**Assignment**
Examine each line of the data. Copy those that contain the string "Right".

Data items:

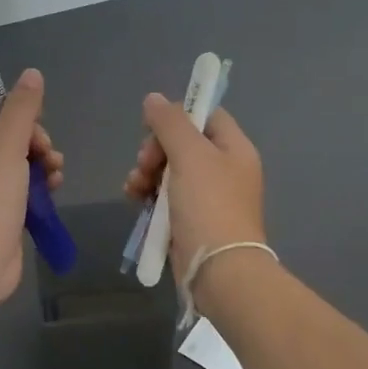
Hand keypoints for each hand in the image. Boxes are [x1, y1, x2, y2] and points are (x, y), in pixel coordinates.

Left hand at [0, 68, 64, 309]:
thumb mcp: (5, 146)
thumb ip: (21, 109)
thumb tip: (32, 74)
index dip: (12, 110)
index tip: (33, 121)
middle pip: (5, 135)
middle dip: (33, 139)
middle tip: (46, 151)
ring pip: (17, 162)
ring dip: (41, 160)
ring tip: (55, 171)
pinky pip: (21, 188)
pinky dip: (39, 184)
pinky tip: (54, 187)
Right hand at [122, 94, 265, 282]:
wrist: (219, 270)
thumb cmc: (209, 205)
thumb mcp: (189, 155)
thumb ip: (170, 123)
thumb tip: (154, 99)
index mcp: (234, 149)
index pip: (206, 115)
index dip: (178, 116)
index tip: (153, 127)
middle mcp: (224, 170)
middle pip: (182, 143)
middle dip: (155, 150)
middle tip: (145, 164)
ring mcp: (208, 197)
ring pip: (169, 171)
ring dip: (146, 173)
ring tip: (134, 187)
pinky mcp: (191, 220)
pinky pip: (165, 197)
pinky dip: (148, 195)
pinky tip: (134, 200)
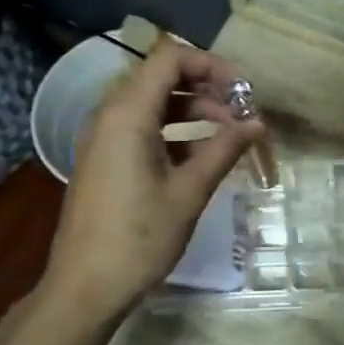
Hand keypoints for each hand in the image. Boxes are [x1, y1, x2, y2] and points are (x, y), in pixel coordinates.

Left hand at [44, 42, 262, 316]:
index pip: (170, 58)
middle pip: (161, 77)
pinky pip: (141, 127)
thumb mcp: (189, 191)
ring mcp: (103, 137)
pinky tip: (201, 155)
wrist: (86, 286)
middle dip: (206, 88)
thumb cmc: (140, 237)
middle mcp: (109, 115)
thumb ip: (224, 149)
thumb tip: (257, 123)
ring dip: (193, 110)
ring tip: (229, 134)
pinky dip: (174, 130)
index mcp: (127, 114)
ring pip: (153, 103)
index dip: (211, 65)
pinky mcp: (104, 158)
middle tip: (242, 113)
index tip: (243, 90)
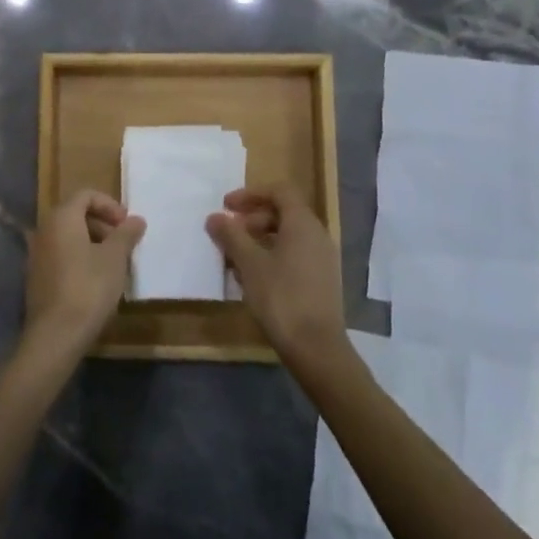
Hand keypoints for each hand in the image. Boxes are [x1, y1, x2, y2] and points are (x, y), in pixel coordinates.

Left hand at [24, 190, 146, 357]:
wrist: (56, 334)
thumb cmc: (89, 287)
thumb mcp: (115, 258)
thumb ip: (126, 234)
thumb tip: (136, 219)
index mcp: (61, 218)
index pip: (85, 195)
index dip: (109, 205)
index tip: (126, 224)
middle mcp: (44, 230)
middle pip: (75, 214)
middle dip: (102, 224)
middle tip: (123, 243)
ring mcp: (37, 254)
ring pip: (68, 236)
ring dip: (92, 242)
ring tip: (113, 263)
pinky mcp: (36, 276)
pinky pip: (60, 255)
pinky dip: (79, 257)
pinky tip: (96, 280)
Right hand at [206, 185, 346, 365]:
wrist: (317, 348)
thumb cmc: (281, 297)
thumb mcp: (249, 264)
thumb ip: (231, 236)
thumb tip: (215, 217)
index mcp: (302, 223)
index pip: (279, 191)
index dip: (250, 194)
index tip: (226, 206)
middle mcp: (317, 235)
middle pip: (283, 212)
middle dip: (252, 219)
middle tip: (228, 234)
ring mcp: (323, 259)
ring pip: (287, 236)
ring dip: (259, 240)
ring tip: (235, 259)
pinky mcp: (322, 280)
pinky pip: (294, 255)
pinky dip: (272, 257)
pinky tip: (252, 279)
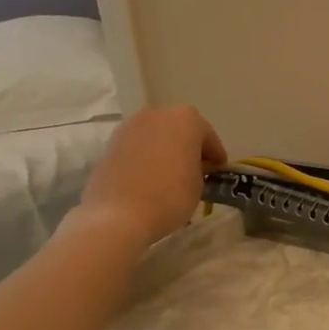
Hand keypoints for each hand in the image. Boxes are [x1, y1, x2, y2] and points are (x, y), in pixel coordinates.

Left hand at [77, 105, 227, 246]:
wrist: (119, 215)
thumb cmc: (170, 196)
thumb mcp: (200, 184)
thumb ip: (200, 167)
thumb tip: (192, 167)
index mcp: (186, 119)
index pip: (208, 136)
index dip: (215, 155)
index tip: (218, 171)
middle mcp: (157, 114)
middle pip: (180, 129)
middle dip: (189, 147)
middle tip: (196, 170)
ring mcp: (130, 127)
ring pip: (156, 136)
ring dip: (166, 150)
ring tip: (171, 175)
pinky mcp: (110, 144)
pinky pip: (138, 147)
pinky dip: (146, 157)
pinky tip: (150, 178)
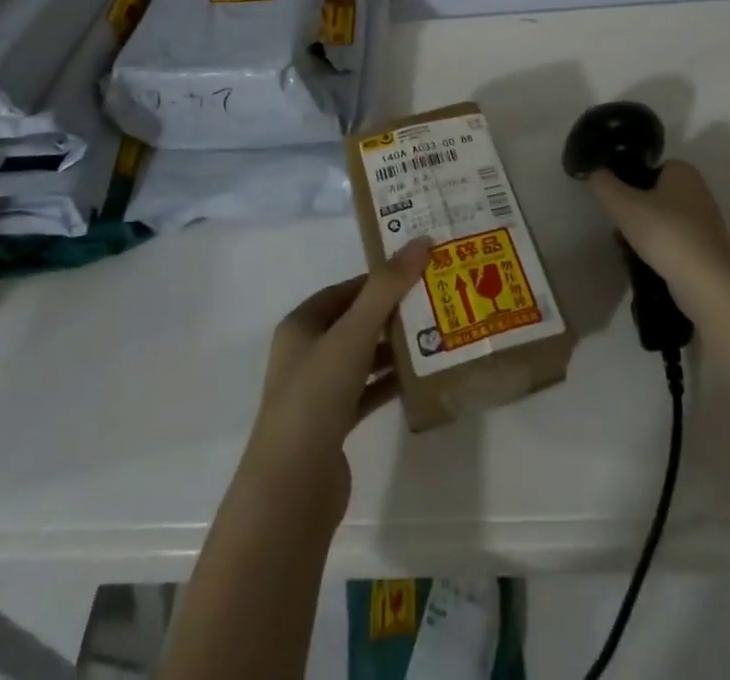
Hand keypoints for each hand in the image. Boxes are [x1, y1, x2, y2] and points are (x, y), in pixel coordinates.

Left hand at [241, 239, 432, 515]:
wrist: (292, 488)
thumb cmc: (316, 396)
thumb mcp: (353, 334)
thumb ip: (387, 288)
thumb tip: (421, 241)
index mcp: (301, 325)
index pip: (345, 290)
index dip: (379, 278)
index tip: (418, 271)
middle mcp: (306, 353)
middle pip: (355, 322)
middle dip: (392, 312)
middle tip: (435, 300)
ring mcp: (318, 391)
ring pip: (363, 357)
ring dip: (394, 347)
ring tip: (437, 335)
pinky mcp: (333, 425)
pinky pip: (367, 392)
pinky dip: (390, 382)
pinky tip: (421, 378)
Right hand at [586, 159, 729, 298]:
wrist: (707, 283)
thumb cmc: (666, 232)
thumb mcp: (623, 204)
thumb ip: (603, 184)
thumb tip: (594, 173)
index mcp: (683, 171)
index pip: (649, 167)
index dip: (628, 179)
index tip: (614, 198)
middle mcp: (698, 192)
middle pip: (655, 194)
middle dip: (635, 208)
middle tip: (617, 222)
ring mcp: (704, 223)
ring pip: (663, 220)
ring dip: (645, 231)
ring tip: (625, 245)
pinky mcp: (706, 251)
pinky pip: (673, 242)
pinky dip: (658, 249)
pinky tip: (643, 262)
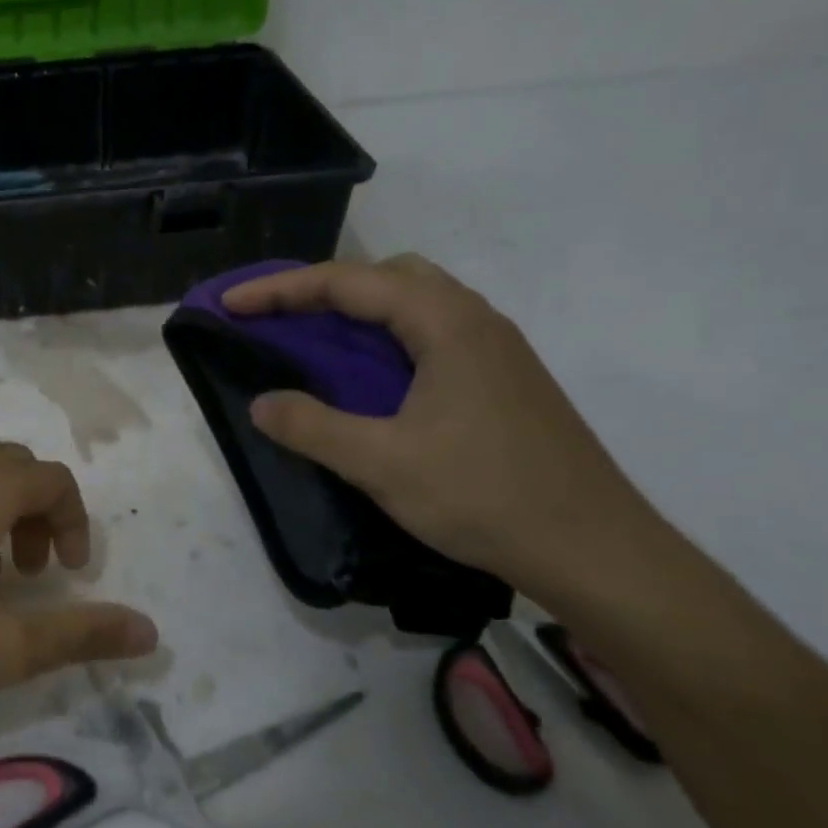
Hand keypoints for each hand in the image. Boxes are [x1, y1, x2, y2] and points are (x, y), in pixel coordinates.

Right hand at [224, 255, 660, 595]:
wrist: (595, 550)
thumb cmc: (485, 496)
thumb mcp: (381, 463)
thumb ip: (311, 427)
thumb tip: (260, 403)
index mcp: (446, 323)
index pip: (349, 282)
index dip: (281, 289)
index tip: (232, 305)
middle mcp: (475, 320)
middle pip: (388, 276)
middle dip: (325, 287)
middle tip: (280, 318)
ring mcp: (496, 350)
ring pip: (415, 303)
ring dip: (360, 311)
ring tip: (317, 342)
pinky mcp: (503, 380)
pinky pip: (432, 333)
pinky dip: (387, 338)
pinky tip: (373, 380)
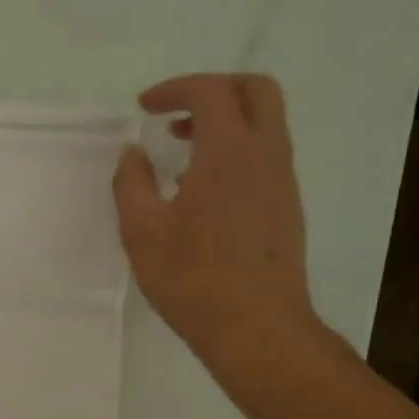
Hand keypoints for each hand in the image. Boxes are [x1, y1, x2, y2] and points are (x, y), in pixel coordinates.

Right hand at [112, 74, 322, 376]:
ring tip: (180, 151)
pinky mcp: (286, 207)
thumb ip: (131, 183)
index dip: (175, 89)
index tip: (143, 108)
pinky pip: (265, 155)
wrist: (256, 328)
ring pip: (264, 124)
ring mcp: (282, 181)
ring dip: (224, 122)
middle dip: (214, 90)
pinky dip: (235, 150)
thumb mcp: (142, 230)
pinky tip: (201, 189)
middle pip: (255, 91)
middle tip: (175, 113)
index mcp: (229, 153)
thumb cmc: (193, 278)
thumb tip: (132, 154)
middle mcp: (265, 155)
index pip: (211, 92)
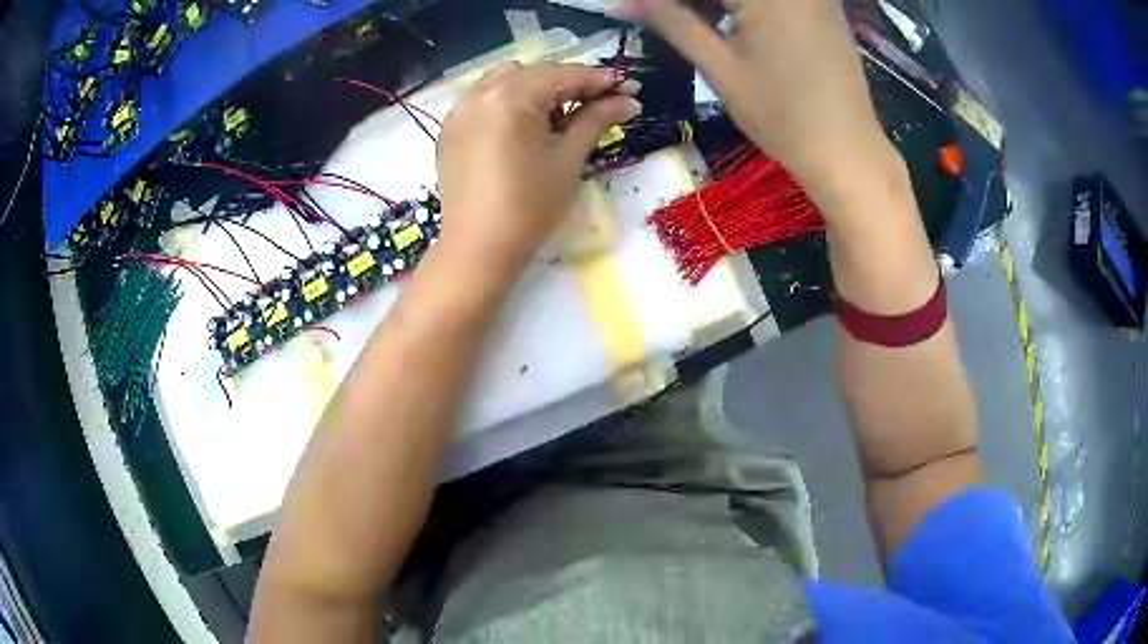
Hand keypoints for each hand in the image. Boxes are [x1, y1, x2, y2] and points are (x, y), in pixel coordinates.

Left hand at [436, 62, 641, 266]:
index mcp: (510, 97)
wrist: (478, 249)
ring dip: (538, 89)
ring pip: (507, 81)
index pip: (564, 74)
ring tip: (557, 120)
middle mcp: (479, 93)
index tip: (631, 88)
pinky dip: (510, 102)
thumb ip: (597, 120)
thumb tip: (629, 100)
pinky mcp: (451, 128)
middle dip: (570, 84)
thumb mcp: (568, 159)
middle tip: (599, 106)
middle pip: (535, 73)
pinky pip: (485, 99)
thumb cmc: (529, 207)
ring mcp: (459, 110)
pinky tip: (524, 128)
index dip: (601, 80)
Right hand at [628, 0, 895, 205]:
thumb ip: (672, 23)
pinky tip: (724, 19)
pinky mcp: (822, 7)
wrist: (847, 153)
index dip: (664, 0)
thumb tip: (624, 1)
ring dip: (714, 4)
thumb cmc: (783, 116)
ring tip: (688, 21)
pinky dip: (744, 6)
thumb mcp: (721, 66)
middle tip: (661, 16)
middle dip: (691, 2)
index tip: (637, 7)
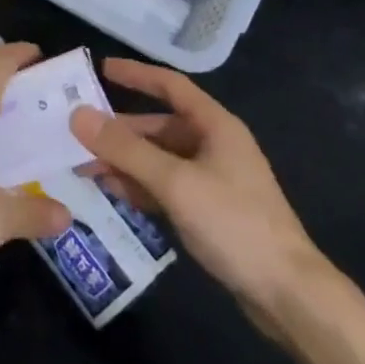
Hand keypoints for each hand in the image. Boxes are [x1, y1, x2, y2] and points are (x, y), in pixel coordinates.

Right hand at [71, 58, 323, 325]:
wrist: (287, 294)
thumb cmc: (234, 224)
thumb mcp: (175, 182)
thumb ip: (126, 149)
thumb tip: (78, 116)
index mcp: (215, 125)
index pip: (170, 86)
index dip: (136, 74)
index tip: (100, 69)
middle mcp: (213, 145)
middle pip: (159, 126)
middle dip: (119, 131)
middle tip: (77, 134)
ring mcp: (211, 180)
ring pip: (158, 159)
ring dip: (124, 161)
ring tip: (84, 167)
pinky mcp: (208, 211)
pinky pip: (165, 187)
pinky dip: (139, 186)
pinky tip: (112, 191)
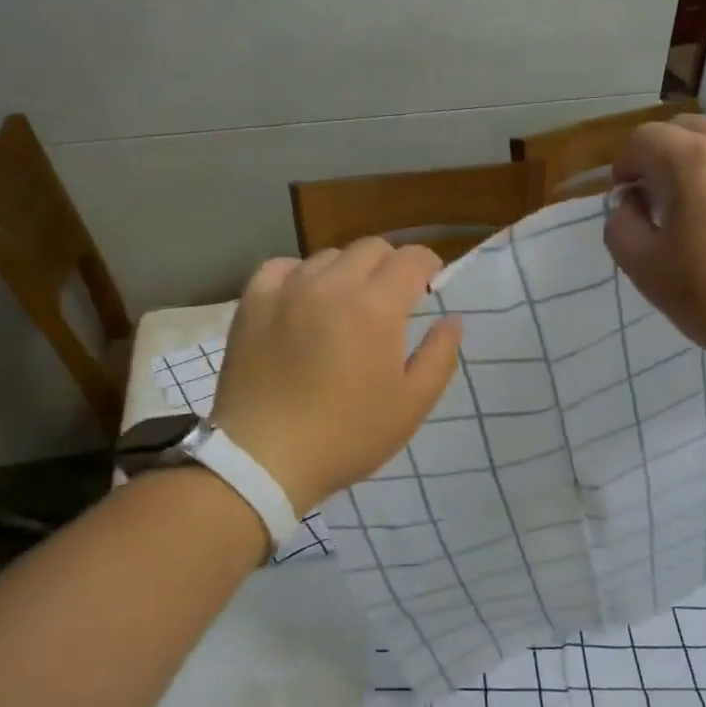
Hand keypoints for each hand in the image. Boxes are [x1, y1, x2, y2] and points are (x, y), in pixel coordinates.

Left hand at [208, 239, 462, 514]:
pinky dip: (300, 274)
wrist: (263, 459)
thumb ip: (439, 356)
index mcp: (376, 306)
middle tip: (392, 299)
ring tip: (345, 304)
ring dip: (348, 271)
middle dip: (391, 265)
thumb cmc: (346, 436)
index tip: (430, 285)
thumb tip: (452, 319)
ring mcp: (288, 289)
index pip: (411, 259)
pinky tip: (302, 298)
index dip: (428, 266)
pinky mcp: (253, 303)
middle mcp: (332, 284)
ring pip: (328, 256)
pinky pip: (281, 267)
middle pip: (371, 248)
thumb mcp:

**Output for this exercise**
Right hand at [122, 94, 265, 282]:
Right hand at [206, 185, 346, 365]:
Right hand at [586, 159, 729, 298]:
Right hand at [224, 255, 660, 595]:
Right hand at [112, 74, 322, 376]:
Right hand at [628, 0, 895, 205]:
Right hand at [71, 58, 323, 325]:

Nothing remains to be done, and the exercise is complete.